Perry had already set up a conference call through Skype, since Tom wasn't savvy enough to manage it on his own, chiding him to “zoom with the times, dude – the wave of the future!” Tom grumbled, “easy for you to say, kid...” (Perry, the youngest of them, was two years from being welcomed into Medicare).

It took a few minutes for him to make the arrangements with Florian. It was too early for him, he complained, though technically for Perry, who lived outside San Francisco, it was earlier still. They'd joked how Tom was East Coast, Perry was West Coast, with Toscanello now smack-dab in the Heartland, retired in Kansas City but recently starting a new part-time job at some local music school. Unfortunately, Florian was not in a good mood, a curmudgeon at 75 on the best of days. He hated these calls.

Florian Toscanello was an Old-Fashioned Man even among the day's more conservative composers. It may have been early but he was still dressed in a suit-and-tie with contrasting vest, his silver hair magnificently coiffed. Even if his reputation had faded considerably – honestly, it had never been bright – he made a point of looking the part. When genealogists revealed he was not descended from Italian nobility, was born in Brooklyn, not Florence (the source, he'd said, of his name), nor even conceived there, he'd labeled it all a serialist plot.

To the Florian Toscanello Tom knew from thirty years ago, retiring to Kansas City would've meant retreat, the outcome of failure, no longer able to afford spending the summers in his beloved Florentine villa. His wife had family in Missouri but nobody there knew who he'd been or cared; then she died five years ago.

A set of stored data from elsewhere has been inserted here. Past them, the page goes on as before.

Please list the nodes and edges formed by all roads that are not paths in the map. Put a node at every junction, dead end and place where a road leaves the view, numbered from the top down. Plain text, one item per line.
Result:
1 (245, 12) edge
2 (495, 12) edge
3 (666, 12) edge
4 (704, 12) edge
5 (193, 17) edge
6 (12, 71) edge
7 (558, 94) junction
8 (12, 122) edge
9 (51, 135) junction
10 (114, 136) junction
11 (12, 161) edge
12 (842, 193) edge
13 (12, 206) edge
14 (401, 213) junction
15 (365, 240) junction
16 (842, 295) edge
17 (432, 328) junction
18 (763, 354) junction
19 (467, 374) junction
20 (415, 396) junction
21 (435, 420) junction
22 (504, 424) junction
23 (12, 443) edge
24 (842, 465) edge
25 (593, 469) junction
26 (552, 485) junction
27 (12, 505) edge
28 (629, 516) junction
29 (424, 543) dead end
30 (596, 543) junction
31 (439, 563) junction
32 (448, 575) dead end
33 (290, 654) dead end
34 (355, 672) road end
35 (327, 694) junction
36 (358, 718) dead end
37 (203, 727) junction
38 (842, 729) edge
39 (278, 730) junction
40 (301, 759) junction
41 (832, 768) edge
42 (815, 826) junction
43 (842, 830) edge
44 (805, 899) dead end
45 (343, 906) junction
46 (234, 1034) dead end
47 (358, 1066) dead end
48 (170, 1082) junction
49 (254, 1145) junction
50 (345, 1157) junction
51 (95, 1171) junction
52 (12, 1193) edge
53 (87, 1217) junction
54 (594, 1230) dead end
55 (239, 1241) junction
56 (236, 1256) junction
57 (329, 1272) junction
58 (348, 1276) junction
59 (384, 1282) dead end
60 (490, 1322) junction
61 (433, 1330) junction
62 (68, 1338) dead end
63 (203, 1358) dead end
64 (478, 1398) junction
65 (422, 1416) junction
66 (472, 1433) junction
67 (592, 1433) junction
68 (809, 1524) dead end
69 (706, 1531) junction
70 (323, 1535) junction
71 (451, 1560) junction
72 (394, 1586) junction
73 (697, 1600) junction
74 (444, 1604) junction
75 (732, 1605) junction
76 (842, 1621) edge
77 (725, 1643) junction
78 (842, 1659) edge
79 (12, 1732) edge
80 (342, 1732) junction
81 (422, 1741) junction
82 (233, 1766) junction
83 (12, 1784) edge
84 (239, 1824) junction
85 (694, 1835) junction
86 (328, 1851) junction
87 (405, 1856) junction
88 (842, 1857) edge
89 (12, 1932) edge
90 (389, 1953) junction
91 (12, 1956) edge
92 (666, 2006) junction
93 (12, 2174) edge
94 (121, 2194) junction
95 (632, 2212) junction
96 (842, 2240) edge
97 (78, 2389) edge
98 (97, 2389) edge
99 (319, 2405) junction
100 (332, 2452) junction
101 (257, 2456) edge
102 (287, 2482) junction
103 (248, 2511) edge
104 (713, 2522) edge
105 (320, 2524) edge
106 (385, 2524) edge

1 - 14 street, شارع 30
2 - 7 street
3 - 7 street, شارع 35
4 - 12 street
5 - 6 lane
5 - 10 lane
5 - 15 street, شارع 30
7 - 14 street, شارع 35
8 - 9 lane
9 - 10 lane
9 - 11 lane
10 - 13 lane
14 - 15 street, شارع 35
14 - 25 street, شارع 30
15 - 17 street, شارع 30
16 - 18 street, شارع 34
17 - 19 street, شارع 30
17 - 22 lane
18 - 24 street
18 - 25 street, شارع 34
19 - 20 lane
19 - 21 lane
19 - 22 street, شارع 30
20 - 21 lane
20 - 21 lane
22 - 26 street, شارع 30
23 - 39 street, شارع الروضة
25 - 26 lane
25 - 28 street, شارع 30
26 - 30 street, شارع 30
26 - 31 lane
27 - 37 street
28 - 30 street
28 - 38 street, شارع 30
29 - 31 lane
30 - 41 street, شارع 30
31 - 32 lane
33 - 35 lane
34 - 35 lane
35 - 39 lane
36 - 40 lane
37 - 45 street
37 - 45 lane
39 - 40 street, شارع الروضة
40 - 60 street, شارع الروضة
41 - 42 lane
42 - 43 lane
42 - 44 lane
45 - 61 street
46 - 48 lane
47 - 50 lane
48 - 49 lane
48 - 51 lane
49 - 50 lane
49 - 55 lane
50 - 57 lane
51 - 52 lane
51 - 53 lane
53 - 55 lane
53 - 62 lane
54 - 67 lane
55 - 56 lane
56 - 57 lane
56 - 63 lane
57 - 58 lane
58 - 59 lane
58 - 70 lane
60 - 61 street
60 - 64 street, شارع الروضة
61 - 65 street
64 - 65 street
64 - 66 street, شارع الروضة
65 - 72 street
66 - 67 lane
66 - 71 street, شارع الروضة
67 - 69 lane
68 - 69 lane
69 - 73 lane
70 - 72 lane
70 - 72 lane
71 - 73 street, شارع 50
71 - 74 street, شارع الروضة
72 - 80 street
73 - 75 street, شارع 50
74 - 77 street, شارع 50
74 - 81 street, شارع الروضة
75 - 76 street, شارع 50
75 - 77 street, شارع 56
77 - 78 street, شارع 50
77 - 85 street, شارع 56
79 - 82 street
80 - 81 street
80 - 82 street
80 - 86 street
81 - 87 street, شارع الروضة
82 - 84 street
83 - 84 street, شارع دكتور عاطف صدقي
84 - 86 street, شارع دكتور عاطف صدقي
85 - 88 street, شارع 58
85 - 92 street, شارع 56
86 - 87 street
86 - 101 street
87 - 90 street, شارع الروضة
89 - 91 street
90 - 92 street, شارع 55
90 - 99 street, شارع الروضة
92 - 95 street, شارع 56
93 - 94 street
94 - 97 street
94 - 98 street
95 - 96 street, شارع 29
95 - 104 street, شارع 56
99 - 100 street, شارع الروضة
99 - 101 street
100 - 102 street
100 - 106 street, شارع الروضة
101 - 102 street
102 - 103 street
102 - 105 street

“I know all about Dexter Shoad,” he started with a bad taste in his mouth, “the superstar of the Allegro Conservatory.” He'd just started teaching there, though previously he hadn't mentioned the school's name.

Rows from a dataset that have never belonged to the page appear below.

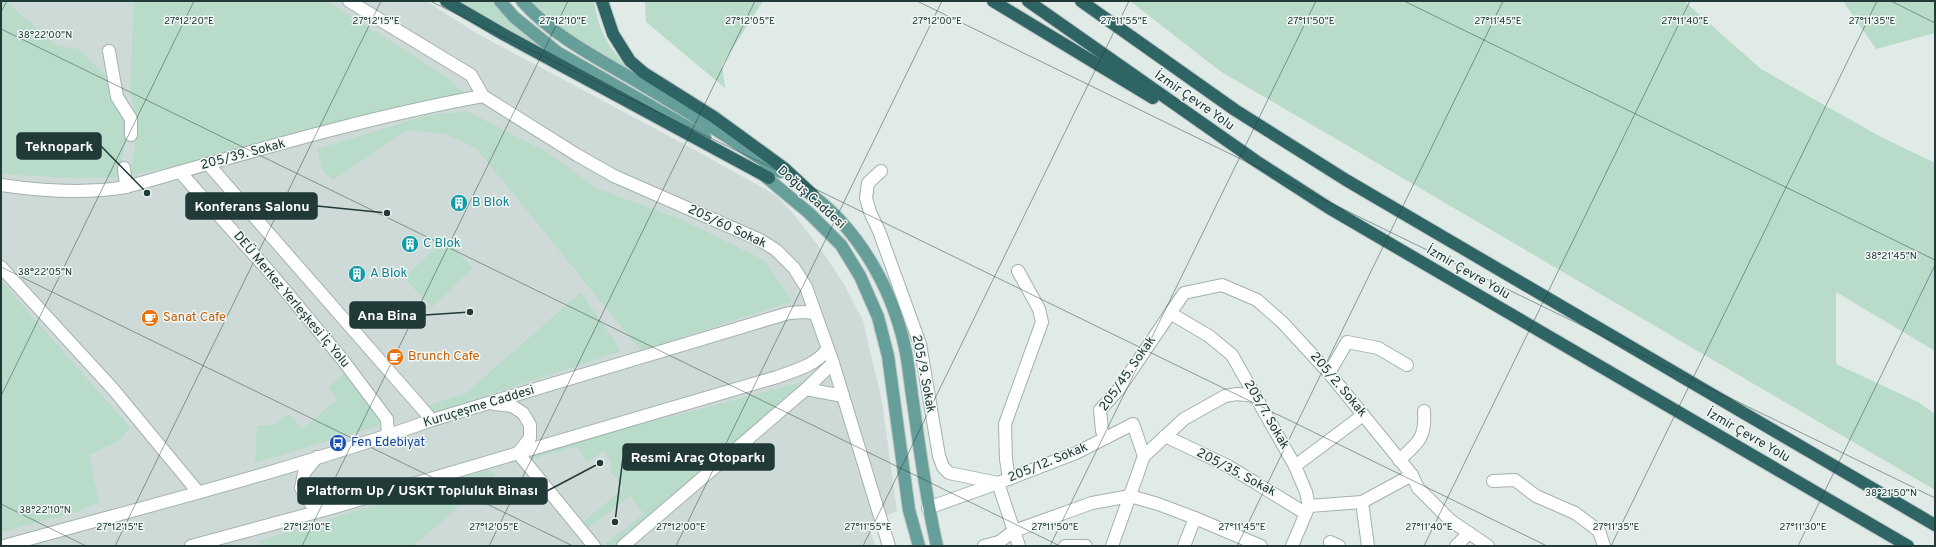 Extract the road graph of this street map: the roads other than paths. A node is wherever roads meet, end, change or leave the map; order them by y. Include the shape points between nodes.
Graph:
1 (349, 1) edge
2 (446, 1) edge
3 (500, 1) edge
4 (522, 1) edge
5 (602, 1) edge
6 (993, 1) edge
7 (1028, 1) edge
8 (1085, 3) edge
9 (109, 51) dead end
10 (482, 96) junction
11 (132, 135) dead end
12 (1256, 161) junction
13 (208, 165) junction
14 (124, 168) dead end
15 (882, 171) dead end
16 (180, 172) junction
17 (769, 178) junction
18 (3, 188) edge
19 (126, 188) junction
20 (813, 195) junction
21 (1, 267) edge
22 (1018, 271) dead end
23 (815, 313) junction
24 (1170, 313) junction
25 (827, 350) junction
26 (833, 363) junction
27 (1407, 365) dead end
28 (1329, 373) junction
29 (806, 389) junction
30 (842, 396) junction
31 (1255, 396) junction
32 (489, 404) junction
33 (1424, 411) dead end
34 (1363, 415) junction
35 (432, 420) junction
36 (388, 436) junction
37 (1165, 436) junction
38 (1106, 438) junction
39 (518, 453) junction
40 (1144, 456) junction
41 (317, 457) junction
42 (1399, 460) junction
43 (1295, 466) junction
44 (1412, 475) junction
45 (1009, 479) junction
46 (1493, 481) dead end
47 (998, 483) junction
48 (198, 492) junction
49 (1130, 496) junction
50 (1362, 502) junction
51 (928, 508) junction
52 (328, 509) junction
53 (1307, 509) junction
54 (1195, 518) junction
55 (1935, 525) edge
56 (1014, 531) junction
57 (1469, 533) junction
58 (4, 546) edge
59 (190, 546) edge
60 (594, 546) edge
61 (623, 546) edge
62 (889, 546) edge
63 (920, 546) edge
64 (937, 546) edge
65 (984, 546) edge
66 (1019, 546) edge
67 (1065, 546) edge
68 (1086, 546) edge
69 (1112, 546) edge
70 (1184, 546) edge
71 (1261, 546) edge
72 (1292, 546) edge
73 (1368, 546) edge
74 (1456, 546) edge
75 (1488, 546) edge
76 (1604, 546) edge
77 (1908, 546) edge

1 - 10 street via 470,75
2 - 17 highway
3 - 17 main road, Doğuş Caddesi via 514,17 557,52 729,151
4 - 20 main road, Doğuş Caddesi via 570,42 737,143
5 - 20 highway via 612,34 630,61 784,168
6 - 12 highway
7 - 12 highway, İzmir Çevre Yolu
8 - 55 highway, İzmir Çevre Yolu via 1235,110 1346,180
9 - 11 street via 117,97 131,119
10 - 13 street, 205/39. Sokak via 435,105
10 - 23 street, 205/60 Sokak via 614,176 760,240 776,250 794,268 806,287
12 - 77 highway, İzmir Çevre Yolu via 1336,212
13 - 16 street, 205/39. Sokak
13 - 35 street, DEÜ Merkez Yerleşkesi İç Yolu
14 - 19 street
15 - 47 street, 205/9. Sokak via 868,182 866,198 920,344 933,428 941,461 948,473
16 - 19 street, 205/39. Sokak
16 - 36 street, DEÜ Merkez Yerleşkesi İç Yolu via 273,276 342,359 387,419
17 - 63 main road, Doğuş Caddesi via 841,245 860,276 878,317 888,356 909,510
18 - 19 street, 205/39. Sokak via 106,191
20 - 51 main road, Doğuş Caddesi via 843,223 866,254 891,303 905,348
21 - 48 street via 113,389
22 - 45 street via 1039,309 1042,322 1005,424
23 - 25 street, 205/60 Sokak
23 - 32 street, Kuruçeşme Caddesi via 788,314
24 - 28 street, 205/2. Sokak via 1184,293 1222,285 1257,300 1283,322
24 - 31 street, 205/7. Sokak via 1209,336 1232,355
24 - 38 street, 205/45. Sokak via 1119,389 1100,410 1102,431
25 - 26 street, 205/60 Sokak
25 - 39 street via 809,366
26 - 29 street
26 - 30 street, 205/60 Sokak
27 - 28 street via 1378,348 1347,342
28 - 34 street, 205/2. Sokak
29 - 30 street
29 - 61 street
30 - 62 street, 205/60 Sokak
31 - 37 street via 1225,396 1184,419
31 - 43 street, 205/7. Sokak
32 - 35 street, Kuruçeşme Caddesi
32 - 39 street via 512,406 523,413 530,425 530,438
33 - 42 street via 1425,424 1419,443
34 - 42 street, 205/2. Sokak
34 - 43 street
35 - 36 street, Kuruçeşme Caddesi
36 - 41 street, Kuruçeşme Caddesi
37 - 40 street
37 - 53 street, 205/35. Sokak via 1228,466
38 - 40 street, 205/12. Sokak via 1133,424
38 - 45 street, 205/12. Sokak via 1076,453
39 - 52 street
39 - 60 street
40 - 49 street
41 - 48 street, Kuruçeşme Caddesi
41 - 52 street via 304,473 302,488 311,504
42 - 44 street, 205/2. Sokak
43 - 53 street, 205/7. Sokak via 1306,492
44 - 50 street
44 - 57 street, 205/2. Sokak via 1418,488 1450,520
45 - 47 street, 205/12. Sokak
46 - 76 street via 1515,480 1536,496 1575,513 1599,531
47 - 51 street, 205/12. Sokak
47 - 56 street
48 - 58 street, Kuruçeşme Caddesi
49 - 54 street
49 - 56 street via 1092,503
49 - 69 street
50 - 53 street
50 - 73 street
51 - 64 main road, Doğuş Caddesi
52 - 59 street
53 - 72 street
54 - 70 street
54 - 71 street
56 - 65 street via 999,542
56 - 66 street
57 - 74 street
57 - 75 street, 205/2. Sokak
67 - 68 street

“He'd been Harmon Friedhof's student, before he died in that freak avalanche back in February” (Tom assumed he meant Friedhof'd died). “The boy's insufferable – arrogant little bastard, all this publicity's gone to his head. I'd only listened to that piece once, of course it's very derivative, he's only 20...” – but then he stopped in mid-ramble.

Perry and Tom explained the reason for this particular call, Perry doing most of the talking about how they'd recognized certain parts of it, especially that big Second Theme in B-flat in the cellos.

“Oh, that,” Florian warmed, “yes, that was one thing I thought rather good. It held out some hope for the boy.”

“Well,” Perry said with some caution, “do you remember hearing it somewhere before? Or that bit in the brass, measures later?”

“That's a lot like a motive I'd used in one of my operas.”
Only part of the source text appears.